Butler: Good. During this time frame, up until about '80, '81, as you came into the Operations Division with a second mission as you mentioned, and then moving up through about '85, do you have any specific memories or moments either from any of the missions or any of the things going on at that time that you can recall?

O'Neill: What was I doing then, again?

Butler: As you were the assistant director of operations, chief of the Operations Division?

O'Neill: The memories I have of that period mostly have to do with trying to develop the rapport, not just interfaces, that sounds like just electrical power and software and all of that, but the rapport with what would be the customer community. That included the DOD at that time. Trying to figure out how we would best handle the total payload integration process. I have never felt we brought those processes to the point of streamlining that they could have been or should even be today. So we were working on those kinds of things.

The things that come to mind mostly are just the relationships and the people that I dealt with at Marshall or back at Goddard [Space Flight Center, Greenbelt, Maryland]. They were providing all the data and network support. I was kind of moving in that world where you weren't so responsible for what was happening in a specific mission and therefore you couldn't quite take the satisfaction that you did when you were really hands on with that.

But still, I was very concerned about how we were developing the people and what opportunities we were giving them, and so it kind of turns into more of a well, look at the people and how they developed and where they are now kinds of things.

Butler: You certainly do need those people for the program to work, and they have to have the right training, have the right knowledge to be able to make sure all of those steps come together.

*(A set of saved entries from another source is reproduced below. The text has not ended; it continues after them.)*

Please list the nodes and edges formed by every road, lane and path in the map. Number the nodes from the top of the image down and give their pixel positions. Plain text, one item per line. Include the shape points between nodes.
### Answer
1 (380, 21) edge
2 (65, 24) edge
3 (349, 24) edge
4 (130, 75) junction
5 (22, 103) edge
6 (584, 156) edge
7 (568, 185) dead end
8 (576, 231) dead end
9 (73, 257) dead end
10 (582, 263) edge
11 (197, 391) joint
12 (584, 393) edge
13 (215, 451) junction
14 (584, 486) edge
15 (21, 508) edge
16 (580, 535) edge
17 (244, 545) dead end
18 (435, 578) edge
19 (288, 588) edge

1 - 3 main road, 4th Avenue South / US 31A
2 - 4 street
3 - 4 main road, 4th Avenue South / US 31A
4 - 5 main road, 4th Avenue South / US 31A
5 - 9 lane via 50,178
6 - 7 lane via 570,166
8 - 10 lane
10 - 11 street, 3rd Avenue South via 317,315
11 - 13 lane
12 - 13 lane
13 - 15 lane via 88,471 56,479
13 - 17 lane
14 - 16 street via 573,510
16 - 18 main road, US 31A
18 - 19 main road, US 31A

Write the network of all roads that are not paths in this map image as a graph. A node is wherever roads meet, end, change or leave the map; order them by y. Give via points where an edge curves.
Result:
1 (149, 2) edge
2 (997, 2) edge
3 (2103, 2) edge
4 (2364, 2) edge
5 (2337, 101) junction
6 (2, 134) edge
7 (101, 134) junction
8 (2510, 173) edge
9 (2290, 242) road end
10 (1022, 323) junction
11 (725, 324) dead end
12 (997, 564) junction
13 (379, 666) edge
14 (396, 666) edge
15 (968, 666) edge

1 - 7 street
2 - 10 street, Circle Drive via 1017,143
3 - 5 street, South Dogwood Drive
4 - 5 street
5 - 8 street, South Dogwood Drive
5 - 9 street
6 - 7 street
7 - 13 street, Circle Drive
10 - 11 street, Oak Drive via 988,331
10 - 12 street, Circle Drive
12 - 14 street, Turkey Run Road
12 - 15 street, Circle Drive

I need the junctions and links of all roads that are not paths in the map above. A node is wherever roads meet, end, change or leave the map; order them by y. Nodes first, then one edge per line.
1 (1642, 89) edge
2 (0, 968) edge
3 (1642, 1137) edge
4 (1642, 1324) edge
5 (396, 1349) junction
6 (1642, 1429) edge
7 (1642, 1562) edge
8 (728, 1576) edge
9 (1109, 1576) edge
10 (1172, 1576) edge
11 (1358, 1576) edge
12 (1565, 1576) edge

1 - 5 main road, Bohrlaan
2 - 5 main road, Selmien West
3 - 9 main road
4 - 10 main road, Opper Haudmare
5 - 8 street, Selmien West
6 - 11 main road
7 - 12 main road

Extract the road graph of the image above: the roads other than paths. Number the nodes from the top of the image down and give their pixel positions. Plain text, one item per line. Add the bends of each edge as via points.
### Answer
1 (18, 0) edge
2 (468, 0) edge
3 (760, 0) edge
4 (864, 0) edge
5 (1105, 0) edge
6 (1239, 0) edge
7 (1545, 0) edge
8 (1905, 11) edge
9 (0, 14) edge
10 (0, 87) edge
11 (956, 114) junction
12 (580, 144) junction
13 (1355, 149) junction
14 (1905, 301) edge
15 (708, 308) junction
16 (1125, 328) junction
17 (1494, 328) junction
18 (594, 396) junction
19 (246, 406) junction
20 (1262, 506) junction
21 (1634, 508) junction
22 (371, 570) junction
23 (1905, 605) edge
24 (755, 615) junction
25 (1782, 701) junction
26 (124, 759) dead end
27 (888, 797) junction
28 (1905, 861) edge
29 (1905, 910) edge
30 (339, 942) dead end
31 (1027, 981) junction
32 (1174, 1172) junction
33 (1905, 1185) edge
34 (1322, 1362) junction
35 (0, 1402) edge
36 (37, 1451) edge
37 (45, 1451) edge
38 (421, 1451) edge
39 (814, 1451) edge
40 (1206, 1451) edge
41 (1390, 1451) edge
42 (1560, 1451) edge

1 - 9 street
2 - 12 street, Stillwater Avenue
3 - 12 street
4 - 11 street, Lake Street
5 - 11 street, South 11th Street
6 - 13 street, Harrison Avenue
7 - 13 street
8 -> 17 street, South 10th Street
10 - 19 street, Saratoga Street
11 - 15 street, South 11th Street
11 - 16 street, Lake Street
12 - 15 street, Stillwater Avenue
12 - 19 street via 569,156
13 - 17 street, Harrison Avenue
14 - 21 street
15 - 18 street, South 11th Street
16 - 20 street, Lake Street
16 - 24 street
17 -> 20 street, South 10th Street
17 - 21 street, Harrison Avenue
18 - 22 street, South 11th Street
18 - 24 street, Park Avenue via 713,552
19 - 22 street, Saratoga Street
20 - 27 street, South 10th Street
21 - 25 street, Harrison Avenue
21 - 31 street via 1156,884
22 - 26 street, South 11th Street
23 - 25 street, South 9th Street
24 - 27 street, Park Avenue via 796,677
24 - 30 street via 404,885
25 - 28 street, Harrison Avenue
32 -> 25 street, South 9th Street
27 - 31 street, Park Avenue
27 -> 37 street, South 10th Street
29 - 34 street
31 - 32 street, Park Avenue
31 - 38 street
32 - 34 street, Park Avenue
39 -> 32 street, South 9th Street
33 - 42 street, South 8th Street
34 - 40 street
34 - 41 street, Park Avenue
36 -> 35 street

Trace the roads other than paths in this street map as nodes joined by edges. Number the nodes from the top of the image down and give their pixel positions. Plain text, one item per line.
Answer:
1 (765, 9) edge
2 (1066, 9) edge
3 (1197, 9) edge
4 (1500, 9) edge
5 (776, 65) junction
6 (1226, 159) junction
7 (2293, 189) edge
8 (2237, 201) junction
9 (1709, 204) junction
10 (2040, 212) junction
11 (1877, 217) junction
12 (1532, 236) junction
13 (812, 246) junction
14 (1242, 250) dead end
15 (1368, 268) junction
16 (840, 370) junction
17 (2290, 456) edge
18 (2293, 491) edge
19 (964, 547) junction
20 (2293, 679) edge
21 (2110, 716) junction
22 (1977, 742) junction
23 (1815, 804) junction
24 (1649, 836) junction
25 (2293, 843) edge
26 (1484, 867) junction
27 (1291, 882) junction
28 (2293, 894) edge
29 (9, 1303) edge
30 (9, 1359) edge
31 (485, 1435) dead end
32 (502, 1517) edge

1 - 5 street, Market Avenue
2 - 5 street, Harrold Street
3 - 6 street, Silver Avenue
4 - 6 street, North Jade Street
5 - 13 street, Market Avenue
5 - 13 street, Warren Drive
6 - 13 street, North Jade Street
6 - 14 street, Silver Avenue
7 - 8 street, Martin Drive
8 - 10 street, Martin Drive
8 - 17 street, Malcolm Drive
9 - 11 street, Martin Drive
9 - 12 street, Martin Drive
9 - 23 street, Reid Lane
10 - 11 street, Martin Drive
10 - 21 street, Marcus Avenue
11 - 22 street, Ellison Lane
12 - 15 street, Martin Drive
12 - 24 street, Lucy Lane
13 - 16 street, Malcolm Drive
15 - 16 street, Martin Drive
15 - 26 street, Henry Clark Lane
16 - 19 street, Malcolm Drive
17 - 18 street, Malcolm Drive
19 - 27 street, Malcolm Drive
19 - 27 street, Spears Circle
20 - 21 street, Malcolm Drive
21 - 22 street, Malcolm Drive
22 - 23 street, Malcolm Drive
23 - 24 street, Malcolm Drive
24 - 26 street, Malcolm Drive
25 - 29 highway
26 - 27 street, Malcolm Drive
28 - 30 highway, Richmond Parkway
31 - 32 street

O'Neill: If you want to address that period and ask me what one of the toughest things that we had to handle would be, I was part of the payload safety panel or review. That was really tough. A whole lot of people had a hard time accepting what we thought were the necessary steps, the necessary system provisions, the necessary testing, all the things that we thought were absolutely required to feel safe and confident about those payloads. I also remember that payload customers would complain loudly about having to participate in all of those simulations, why do we need to do that, we know our stuff, we don't need to come down there and sit in on that.

I was always so impressed at the ability of our simulation people to figure out, not out of well, "we'll show you" kind of attitude, but, hey there are some serious considerations here having to do with mission success and how you'll handle a given situation, and you think you're really on top of your game, but there are other things that can affect you.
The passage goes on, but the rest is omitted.